The value of everyday evaluation

‘We all began with the best of intentions, and then ran slap into reality. Very quickly, it was evident that the project was altogether impossible.’

So writes Elizabeth White (Director, British Council Azerbaijan) about a production of Martin McDonagh’s Leenane Trilogy, performed in Baku by Azerbaijani actors in their own language. Her account of the project – which ended triumphantly against all the odds – can be read online here, and is full of insights into theatre, diversity and intercultural dialogue.

Fascinating as it is, though, I was also struck by how blogging and the Internet can enable new kinds of evaluation. Ms. White’s piece is, in effect, a participant’s evaluation of the project. It describes the rationale and development, the obstacles that had to be overcome (or sometimes circumvented), the performances and the responses of actors, critics and government. She writes candidly about the difficulties and there is a lot to be learned from the piece.

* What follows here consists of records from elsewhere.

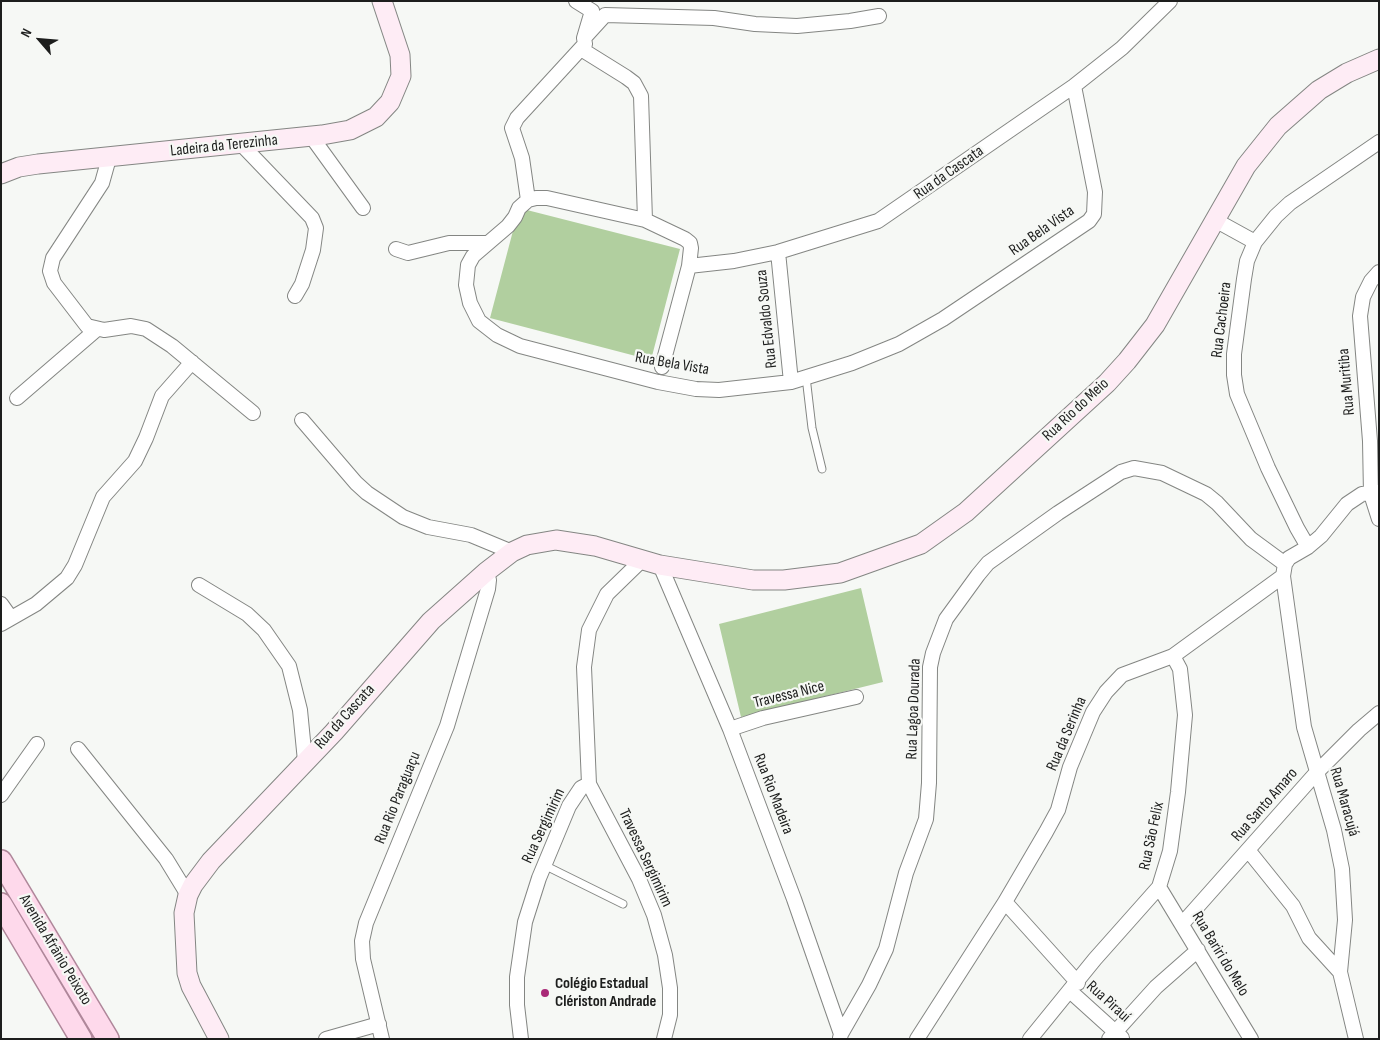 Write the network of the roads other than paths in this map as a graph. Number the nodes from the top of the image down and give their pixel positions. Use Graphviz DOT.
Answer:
graph roads {
  1 [pos="382,1"];
  2 [pos="576,1"];
  3 [pos="1170,1"];
  4 [pos="879,16"];
  5 [pos="583,44"];
  6 [pos="1379,59"];
  7 [pos="1074,86"];
  8 [pos="311,136"];
  9 [pos="1379,142"];
  10 [pos="241,144"];
  11 [pos="109,158"];
  12 [pos="1,174"];
  13 [pos="528,200"];
  14 [pos="363,208"];
  15 [pos="645,220"];
  16 [pos="1215,220"];
  17 [pos="1255,242"];
  18 [pos="486,243"];
  19 [pos="396,249"];
  20 [pos="778,252"];
  21 [pos="689,266"];
  22 [pos="1379,272"];
  23 [pos="295,296"];
  24 [pos="96,330"];
  25 [pos="192,362"];
  26 [pos="662,367"];
  27 [pos="806,377"];
  28 [pos="791,382"];
  29 [pos="17,398"];
  30 [pos="253,413"];
  31 [pos="302,420"];
  32 [pos="822,469"];
  33 [pos="1375,493"];
  34 [pos="1379,518"];
  35 [pos="1308,547"];
  36 [pos="512,552"];
  37 [pos="642,560"];
  38 [pos="660,565"];
  39 [pos="1284,570"];
  40 [pos="486,572"];
  41 [pos="199,585"];
  42 [pos="1,604"];
  43 [pos="6,621"];
  44 [pos="1173,656"];
  45 [pos="856,697"];
  46 [pos="1379,714"];
  47 [pos="730,729"];
  48 [pos="37,744"];
  49 [pos="78,749"];
  50 [pos="305,761"];
  51 [pos="1317,772"];
  52 [pos="590,784"];
  53 [pos="1,795"];
  54 [pos="1248,850"];
  55 [pos="1,861"];
  56 [pos="544,865"];
  57 [pos="1159,887"];
  58 [pos="188,895"];
  59 [pos="1005,902"];
  60 [pos="1,904"];
  61 [pos="623,904"];
  62 [pos="1182,924"];
  63 [pos="1198,950"];
  64 [pos="1340,972"];
  65 [pos="1074,987"];
  66 [pos="379,1024"];
  67 [pos="841,1036"];
  68 [pos="1116,1037"];
  69 [pos="81,1039"];
  70 [pos="108,1039"];
  71 [pos="219,1039"];
  72 [pos="326,1039"];
  73 [pos="382,1039"];
  74 [pos="521,1039"];
  75 [pos="664,1039"];
  76 [pos="916,1039"];
  77 [pos="1030,1039"];
  78 [pos="1251,1039"];
  79 [pos="1356,1039"];
  1 -- 8 [label="main road, Ladeira da Terezinha"];
  2 -- 5 [label="street"];
  3 -- 7 [label="street, Rua da Cascata"];
  4 -- 5 [label="street"];
  5 -- 13 [label="street"];
  5 -- 15 [label="street"];
  6 -- 16 [label="main road, Rua Rio do Meio"];
  7 -- 20 [label="street, Rua da Cascata"];
  7 -- 27 [label="street, Rua Bela Vista"];
  8 -- 10 [label="main road, Ladeira da Terezinha"];
  8 -- 14 [label="street"];
  9 -- 17 [label="street, Rua Cachoeira"];
  10 -- 11 [label="main road, Ladeira da Terezinha"];
  10 -- 23 [label="street"];
  11 -- 12 [label="main road, Ladeira da Terezinha"];
  11 -- 24 [label="street"];
  13 -- 15 [label="street"];
  13 -- 18 [label="street, Rua Bela Vista"];
  15 -- 21 [label="street"];
  16 -- 17 [label="street"];
  16 -- 38 [label="main road, Rua Rio do Meio"];
  17 -- 35 [label="street, Rua Cachoeira"];
  18 -- 19 [label="street"];
  18 -- 28 [label="street, Rua Bela Vista"];
  20 -- 21 [label="street, Rua da Cascata"];
  20 -- 28 [label="street, Rua Edvaldo Souza"];
  21 -- 26 [label="street"];
  22 -- 33 [label="street, Rua Muritiba"];
  24 -- 25 [label="street"];
  24 -- 29 [label="street"];
  25 -- 30 [label="street"];
  25 -- 43 [label="street"];
  27 -- 28 [label="street, Rua Bela Vista"];
  27 -- 32 [label="lane"];
  31 -- 36 [label="street"];
  33 -- 34 [label="street, Rua Muritiba"];
  33 -- 35 [label="street, Rua da Serinha"];
  35 -- 39 [label="street, Rua da Serinha"];
  36 -- 37 [label="main road, Rua da Cascata"];
  36 -- 40 [label="main road, Rua da Cascata"];
  37 -- 38 [label="main road, Rua da Cascata"];
  37 -- 52 [label="street, Rua Sergimirim"];
  38 -- 47 [label="street, Rua Rio Madeira"];
  39 -- 44 [label="street, Rua da Serinha"];
  39 -- 51 [label="street, Rua Maracujá"];
  39 -- 67 [label="street, Rua Lagoa Dourada"];
  40 -- 50 [label="main road, Rua da Cascata"];
  40 -- 66 [label="street, Rua Rio Paraguaçu"];
  41 -- 50 [label="street"];
  42 -- 43 [label="street"];
  44 -- 57 [label="street, Rua São Felix"];
  44 -- 59 [label="street, Rua da Serinha"];
  45 -- 47 [label="street, Travessa Nice"];
  46 -- 51 [label="street, Rua Santo Amaro"];
  47 -- 67 [label="street, Rua Rio Madeira"];
  48 -- 53 [label="street"];
  49 -- 58 [label="street"];
  50 -- 58 [label="main road, Rua da Cascata"];
  51 -- 54 [label="street, Rua Santo Amaro"];
  51 -- 64 [label="street, Rua Maracujá"];
  52 -- 56 [label="street, Rua Sergimirim"];
  52 -- 75 [label="street, Travessa Sergimirim"];
  54 -- 62 [label="street, Rua Santo Amaro"];
  54 -- 64 [label="street"];
  55 -- 70 [label="main road, Avenida Afrânio Peixoto"];
  56 -- 61 [label="lane"];
  56 -- 74 [label="street, Rua Sergimirim"];
  57 -- 62 [label="street, Rua Bariri do Melo"];
  57 -- 65 [label="street, Rua São Felix"];
  58 -- 71 [label="main road, Rua da Cascata"];
  59 -- 65 [label="street, Rua Pirauí"];
  59 -- 76 [label="street, Rua da Serinha"];
  60 -- 69 [label="main road, Avenida Afrânio Peixoto"];
  62 -- 63 [label="street, Rua Bariri do Melo"];
  63 -- 68 [label="street"];
  63 -- 78 [label="street, Rua Bariri do Melo"];
  64 -- 79 [label="street, Rua Maracujá"];
  65 -- 68 [label="street, Rua Pirauí"];
  65 -- 77 [label="street, Rua São Felix"];
  66 -- 72 [label="street"];
  66 -- 73 [label="street, Rua Rio Paraguaçu"];
}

There will, I suppose, be a formal evaluation, describing all this again with more methodological rigour at greater length for fewer readers. But this critical reflection, arising spontaneously from a committed creative process is probably more valuable to the writer’s peers and other practitioners, despite having the appearance of  a simple blog post. Because it is public, she has taken care both to tell her story well and to focus on what are, for her, its key experiences and lessons.

There are good policy reasons for evaluating arts programmes although, since the reality is often burdensome and unproductive, it has far less influence on artistic and cultural practice than it might. A straightforward, public and reflective self-evaluation, of which this piece is a fine example, could do a great deal to nourish the creative practice of artists, managers and even funding bodies.